=== Section Start ===
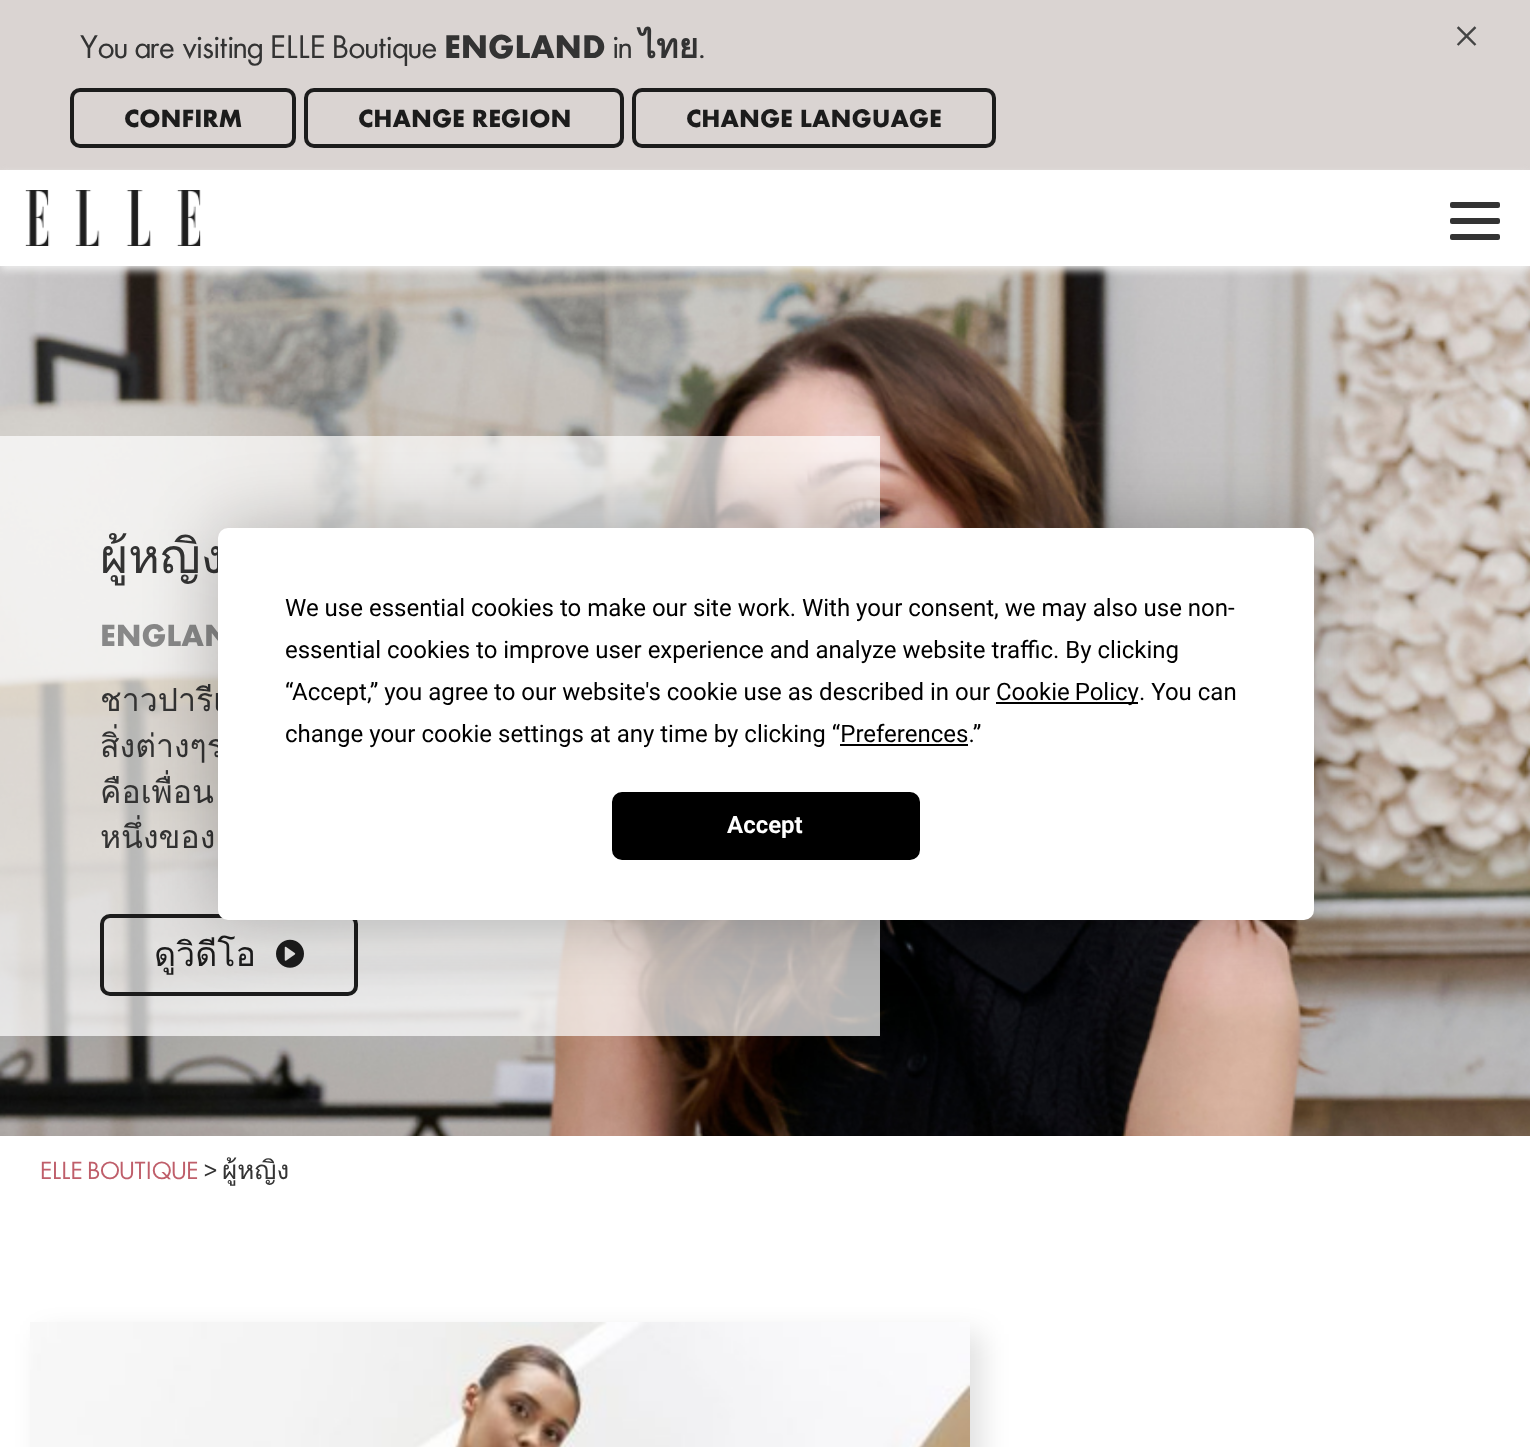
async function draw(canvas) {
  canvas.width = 1530
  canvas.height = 1447
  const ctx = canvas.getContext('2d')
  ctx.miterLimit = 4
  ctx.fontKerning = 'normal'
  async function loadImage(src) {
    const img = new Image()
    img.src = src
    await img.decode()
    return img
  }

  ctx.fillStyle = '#fff'
  ctx.fillRect(0, 0, 1530, 1447)
  ctx.fillStyle = '#dad4d2'
  ctx.fillRect(0, 0, 1530, 170)
  ctx.font = '34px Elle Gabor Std'
  ctx.fillStyle = '#333'
  ctx.fillText('You are visiting ELLE Boutique', 80, 58)
  ctx.font = 'bold 34px Elle Gabor Std'
  ctx.fillText('ENGLAND', 444, 58)
  ctx.font = '34px Elle Gabor Std'
  ctx.fillText('in', 613, 58)
  ctx.font = 'bold 34px Loma'
  ctx.fillText('ไทย', 639, 58)
  ctx.font = '34px Elle Gabor Std'
  ctx.fillText('.', 698, 58)
  ctx.beginPath()
  ctx.roundRect(72, 90, 222, 56, 8)
  ctx.strokeStyle = '#1c1c1c'
  ctx.lineWidth = 4
  ctx.stroke()
  ctx.font = 'bold 26px Elle Gabor Std'
  ctx.fillStyle = '#1c1c1c'
  ctx.fillText('CONFIRM', 124, 127)
  ctx.beginPath()
  ctx.roundRect(306, 90, 316, 56, 8)
  ctx.stroke()
  ctx.fillText('CHANGE REGION', 358, 127)
  ctx.beginPath()
  ctx.roundRect(634, 90, 360, 56, 8)
  ctx.stroke()
  ctx.fillText('CHANGE LANGUAGE', 686, 127)
  ctx.font = '48px Liberation Serif'
  ctx.fillStyle = '#444'
  ctx.fillText('×', 1453, 52)
  ctx.drawImage(await loadImage('image1.png'), 0, 266, 1530, 870)
  ctx.save()
  ctx.beginPath()
  ctx.moveTo(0, 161)
  ctx.lineTo(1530, 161)
  ctx.lineTo(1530, 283)
  ctx.lineTo(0, 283)
  ctx.closePath()
  ctx.moveTo(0, 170)
  ctx.lineTo(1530, 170)
  ctx.lineTo(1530, 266)
  ctx.lineTo(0, 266)
  ctx.closePath()
  ctx.clip('evenodd')
  ctx.fillStyle = '#eee'
  ctx.filter = 'blur(4px)'
  ctx.beginPath()
  ctx.rect(0, 174, 1530, 96)
  ctx.fill()
  ctx.filter = 'none'
  ctx.restore()
  ctx.drawImage(await loadImage('image0.png'), 25, 190, 176, 56)
  ctx.fillStyle = '#333'
  ctx.beginPath()
  ctx.roundRect(1450, 218, 50, 6, 2)
  ctx.fill()
  ctx.beginPath()
  ctx.roundRect(1450, 202, 50, 6, 2)
  ctx.fill()
  ctx.beginPath()
  ctx.roundRect(1450, 234, 50, 6, 2)
  ctx.fill()
  ctx.fillStyle = '#ffffffb3'
  ctx.fillRect(0, 436, 880, 600)
  ctx.font = '48px Loma'
  ctx.fillStyle = '#333'
  ctx.fillText('ผู้หญิง', 100, 573)
  ctx.font = 'bold 32px Elle Gabor Std'
  ctx.fillStyle = '#888'
  ctx.fillText('ENGLAN', 100, 646)
  ctx.font = '32px Loma'
  ctx.fillStyle = '#333'
  ctx.fillText('ชาวปารีเ', 100, 711)
  ctx.wordSpacing = '-2px'
  ctx.fillText('สิ่งต่างๆร', 100, 757)
  ctx.wordSpacing = '0px'
  ctx.fillText('คือเพื่อน', 100, 803)
  ctx.fillText('หนึ่งของ', 100, 848)
  ctx.beginPath()
  ctx.roundRect(102, 916, 254, 78, 8)
  ctx.stroke()
  ctx.font = '34px Loma'
  ctx.fillStyle = '#1c1c1c'
  ctx.fillText('ดูวิดีโอ', 154, 966)
  ctx.drawImage(await loadImage('image2.png'), 276, 939, 28, 29)
  ctx.font = '26px Elle Gabor Std'
  ctx.fillStyle = '#bf5e6a'
  ctx.fillText('ELLE BOUTIQUE', 40, 1179)
  ctx.fillStyle = '#333'
  ctx.fillText('>', 204, 1179)
  ctx.font = '26px Loma'
  ctx.fillText('ผู้หญิง', 222, 1179)
  ctx.fillStyle = '#0000001f'
  ctx.filter = 'blur(14px)'
  ctx.beginPath()
  ctx.rect(42, 1334, 940, 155)
  ctx.fill()
  ctx.filter = 'none'
  ctx.drawImage(await loadImage('image3.png'), 30, 1322, 940, 125)
  ctx.fillStyle = '#00000040'
  ctx.filter = 'blur(35px)'
  ctx.beginPath()
  ctx.roundRect(218, 528, 1096, 392, 10)
  ctx.fill()
  ctx.filter = 'none'
  ctx.fillStyle = '#fff'
  ctx.beginPath()
  ctx.roundRect(218, 528, 1096, 392, 10)
  ctx.fill()
  ctx.font = '24px Roboto'
  ctx.fillStyle = '#000'
  ctx.fillText('We use essential cookies to make our site work. With your consent, we may also use non-', 285, 616)
  ctx.fillText('essential cookies to improve user experience and analyze website traffic. By clicking', 285, 658)
  ctx.fillText('“Accept,” you agree to our website\'s cookie use as described in our', 285, 700)
  ctx.fillRect(996, 702, 142, 2)
  ctx.wordSpacing = '-1px'
  ctx.fillText('Cookie Policy', 996, 700)
  ctx.wordSpacing = '0px'
  ctx.fillText('. You can', 1139, 700)
  ctx.fillText('change your cookie settings at any time by clicking “Preferences.”', 285, 742)
  ctx.fillRect(840, 744, 128, 2)
  ctx.beginPath()
  ctx.roundRect(613, 793, 306, 66, 9)
  ctx.fill()
  ctx.strokeStyle = '#000'
  ctx.lineWidth = 2
  ctx.stroke()
  ctx.font = 'bold 24px Roboto'
  ctx.fillStyle = '#fff'
  ctx.fillText('Accept', 727, 833)
}

draw(document.querySelector('canvas'))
=== Section End ===
What you have to do: Output the records above as they stand, from the first line to the line with "ctx.fillText('in', 613, 58)", inclusive, and exclude the pictures.

Answer to the problem:
async function draw(canvas) {
  canvas.width = 1530
  canvas.height = 1447
  const ctx = canvas.getContext('2d')
  ctx.miterLimit = 4
  ctx.fontKerning = 'normal'
  async function loadImage(src) {
    const img = new Image()
    img.src = src
    await img.decode()
    return img
  }

  ctx.fillStyle = '#fff'
  ctx.fillRect(0, 0, 1530, 1447)
  ctx.fillStyle = '#dad4d2'
  ctx.fillRect(0, 0, 1530, 170)
  ctx.font = '34px Elle Gabor Std'
  ctx.fillStyle = '#333'
  ctx.fillText('You are visiting ELLE Boutique', 80, 58)
  ctx.font = 'bold 34px Elle Gabor Std'
  ctx.fillText('ENGLAND', 444, 58)
  ctx.font = '34px Elle Gabor Std'
  ctx.fillText('in', 613, 58)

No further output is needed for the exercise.